I welcome the initiative in the House that allows time in the Chamber to debate the important work that is done by various committees of the House. It is important because it means that committee reports do not just gather dust on shelves but get an airing on the floor of the Chamber, which is an improvement. To return to one of the points Deputy Dooley made, it does show that there have been improvements in the way we operate as a House. We would not be here on a Friday at all if it were not for the changes introduced by the Government in order to make the Dáil a bit more democratic and accountable, and to allow Members from Government parties and Opposition parties to discuss and debate Bills and committee reports. The debate has shown that the issue of voting rights is of concern to all parties in this House.

From our discussions we are aware of the concerns and interest of many members of the diaspora. While I was following the debate on the floor, I was also looking at the Twitter feed. I note that many people are commenting on the debate who are watching from all over the world. A level of disappointment was expressed at the lack of Members in the House. I know that we are represented by all of the main parties here today, but it is a bit disappointing that we did not have a greater level of engagement on this issue. Many important points were raised. Deputy Dooley, on behalf of Fianna Fáil, outlined the importance of finding some way to give our citizens living abroad the right to vote.

He referred to how UK and US citizens have the right to vote and how, as far as Fianna Fáil is concerned, it is time we extended voting rights to our citizens abroad. I very much welcome this.

Deputy Michael Colreavy made the important point that equality should never be compromised, a point with which we all agree. Several Members said we need to be cognisant of the impact of this proposal. I am not sure that we have to be. As far as I am concerned, citizens have the right to vote. For what and for whom they vote is up to them. That is the democratic system in which we live. So what if they vote for a different party? It is their right to do so. They are either full citizens of our State or they are not. They cannot be half-citizens. It is simple as that. We should not fear our citizens living abroad but encourage them to vote and explain the issues to them. We should not patronise them to the extent that we think they would not understand what is going on in our country. We should have confidence in their ability to make the right decision to vote accordingly.

I have known the Minister of State, Deputy Paudie Coffey, for many years and I respect the job he is doing. I know he will have been briefed on this issue by his civil servants. However, that was not a can-do speech from him. It was a speech that gave many reasons as to why this will take time. The language used referred to how we need to be cognisant of the large numbers involved, the cost, the impact and the integrity of the systems involved.
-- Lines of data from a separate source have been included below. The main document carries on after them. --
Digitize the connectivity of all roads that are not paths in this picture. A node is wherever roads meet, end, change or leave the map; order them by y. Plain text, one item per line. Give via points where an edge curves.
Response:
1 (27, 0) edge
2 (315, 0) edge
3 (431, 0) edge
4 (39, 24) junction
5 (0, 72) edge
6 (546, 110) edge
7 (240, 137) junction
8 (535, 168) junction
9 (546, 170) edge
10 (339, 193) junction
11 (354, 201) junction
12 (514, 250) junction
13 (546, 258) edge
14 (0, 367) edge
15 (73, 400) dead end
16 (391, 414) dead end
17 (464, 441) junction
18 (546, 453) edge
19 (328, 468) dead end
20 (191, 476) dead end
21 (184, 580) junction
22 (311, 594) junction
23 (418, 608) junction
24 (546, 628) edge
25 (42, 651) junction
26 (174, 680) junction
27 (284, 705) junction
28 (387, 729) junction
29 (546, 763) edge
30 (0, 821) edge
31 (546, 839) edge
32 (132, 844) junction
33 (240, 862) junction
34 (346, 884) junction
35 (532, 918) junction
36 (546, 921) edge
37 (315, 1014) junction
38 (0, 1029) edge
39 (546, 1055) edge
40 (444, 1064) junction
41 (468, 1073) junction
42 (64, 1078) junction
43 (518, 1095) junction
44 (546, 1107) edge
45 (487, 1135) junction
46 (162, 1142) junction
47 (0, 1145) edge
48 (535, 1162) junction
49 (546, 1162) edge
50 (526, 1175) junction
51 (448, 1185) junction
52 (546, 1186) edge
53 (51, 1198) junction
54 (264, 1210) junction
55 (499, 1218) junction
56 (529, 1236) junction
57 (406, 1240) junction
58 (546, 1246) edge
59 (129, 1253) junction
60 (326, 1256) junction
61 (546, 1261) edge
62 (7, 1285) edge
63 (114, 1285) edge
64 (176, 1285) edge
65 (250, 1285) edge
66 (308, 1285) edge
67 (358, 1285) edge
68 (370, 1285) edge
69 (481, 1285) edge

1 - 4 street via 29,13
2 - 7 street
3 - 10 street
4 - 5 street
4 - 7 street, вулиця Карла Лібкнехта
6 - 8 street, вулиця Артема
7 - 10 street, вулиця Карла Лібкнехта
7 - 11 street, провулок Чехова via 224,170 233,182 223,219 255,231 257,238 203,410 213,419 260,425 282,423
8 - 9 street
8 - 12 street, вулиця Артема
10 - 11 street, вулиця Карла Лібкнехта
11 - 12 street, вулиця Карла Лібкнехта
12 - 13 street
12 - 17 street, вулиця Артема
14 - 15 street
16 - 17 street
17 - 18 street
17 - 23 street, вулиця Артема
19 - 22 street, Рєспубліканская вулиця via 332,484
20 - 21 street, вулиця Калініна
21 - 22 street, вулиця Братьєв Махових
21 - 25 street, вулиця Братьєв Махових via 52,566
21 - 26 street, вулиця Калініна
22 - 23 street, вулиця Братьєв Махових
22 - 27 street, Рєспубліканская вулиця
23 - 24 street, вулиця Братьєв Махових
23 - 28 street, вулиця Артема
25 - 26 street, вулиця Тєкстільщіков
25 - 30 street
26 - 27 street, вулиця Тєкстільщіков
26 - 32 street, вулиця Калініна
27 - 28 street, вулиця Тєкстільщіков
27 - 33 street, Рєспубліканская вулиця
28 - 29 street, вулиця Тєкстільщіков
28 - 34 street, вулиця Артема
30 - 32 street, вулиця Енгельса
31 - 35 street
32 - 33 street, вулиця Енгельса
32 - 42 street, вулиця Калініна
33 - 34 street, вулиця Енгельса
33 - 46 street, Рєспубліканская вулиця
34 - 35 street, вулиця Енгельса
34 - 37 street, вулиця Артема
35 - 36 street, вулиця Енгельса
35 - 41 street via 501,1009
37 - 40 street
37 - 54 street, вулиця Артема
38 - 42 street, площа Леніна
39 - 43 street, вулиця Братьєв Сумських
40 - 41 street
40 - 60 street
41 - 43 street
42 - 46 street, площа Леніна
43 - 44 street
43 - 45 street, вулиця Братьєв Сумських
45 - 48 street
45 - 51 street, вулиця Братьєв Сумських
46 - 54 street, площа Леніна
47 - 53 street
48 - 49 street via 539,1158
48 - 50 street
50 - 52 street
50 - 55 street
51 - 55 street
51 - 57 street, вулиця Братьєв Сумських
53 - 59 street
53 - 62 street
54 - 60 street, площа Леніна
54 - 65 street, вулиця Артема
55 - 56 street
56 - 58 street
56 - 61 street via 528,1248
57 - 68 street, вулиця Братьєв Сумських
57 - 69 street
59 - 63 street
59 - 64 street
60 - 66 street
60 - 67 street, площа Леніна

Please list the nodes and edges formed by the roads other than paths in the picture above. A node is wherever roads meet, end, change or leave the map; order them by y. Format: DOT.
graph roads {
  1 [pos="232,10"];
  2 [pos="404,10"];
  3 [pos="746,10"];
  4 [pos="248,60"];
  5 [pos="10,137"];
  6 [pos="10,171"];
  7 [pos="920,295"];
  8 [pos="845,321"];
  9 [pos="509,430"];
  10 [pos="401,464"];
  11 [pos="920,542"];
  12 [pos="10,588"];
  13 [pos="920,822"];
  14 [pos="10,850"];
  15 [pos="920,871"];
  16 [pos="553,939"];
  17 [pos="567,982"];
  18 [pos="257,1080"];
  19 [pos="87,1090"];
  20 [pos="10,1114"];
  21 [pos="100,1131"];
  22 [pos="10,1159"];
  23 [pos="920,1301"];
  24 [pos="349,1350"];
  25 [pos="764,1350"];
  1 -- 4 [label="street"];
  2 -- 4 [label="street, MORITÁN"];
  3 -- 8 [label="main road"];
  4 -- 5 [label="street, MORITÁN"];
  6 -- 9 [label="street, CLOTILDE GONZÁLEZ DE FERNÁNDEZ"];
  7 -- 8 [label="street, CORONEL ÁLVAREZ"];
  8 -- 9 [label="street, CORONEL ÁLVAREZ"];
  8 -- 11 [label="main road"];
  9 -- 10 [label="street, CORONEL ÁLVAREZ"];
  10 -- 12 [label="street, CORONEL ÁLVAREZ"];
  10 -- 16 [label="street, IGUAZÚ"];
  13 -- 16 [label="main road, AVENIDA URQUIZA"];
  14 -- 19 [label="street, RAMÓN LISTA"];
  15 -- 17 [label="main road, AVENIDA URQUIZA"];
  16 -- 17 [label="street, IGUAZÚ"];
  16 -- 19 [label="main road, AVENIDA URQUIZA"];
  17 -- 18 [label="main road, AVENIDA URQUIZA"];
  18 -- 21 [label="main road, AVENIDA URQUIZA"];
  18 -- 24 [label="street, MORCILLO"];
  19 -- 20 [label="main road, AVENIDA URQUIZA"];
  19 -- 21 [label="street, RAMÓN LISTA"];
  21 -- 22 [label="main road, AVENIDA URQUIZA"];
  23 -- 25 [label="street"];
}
It stated there are complex issues that need to be closely examined and the establishment of the commission would require several years to be completed. I am disappointed by this. We can move more quickly. Other countries have moved quickly on this. I fear we will be hammered into this through a court action. We should lead and show our citizens abroad that they are part of the Irish nation, that we respect their views and that we want them involved in our society. As Deputy Michael Colreavy said, we should not be waiting; we should be acting.

Question put and agreed to.
The Dáil adjourned at 12.25 p.m. until 2 p.m. on Tuesday, 3 November 2015.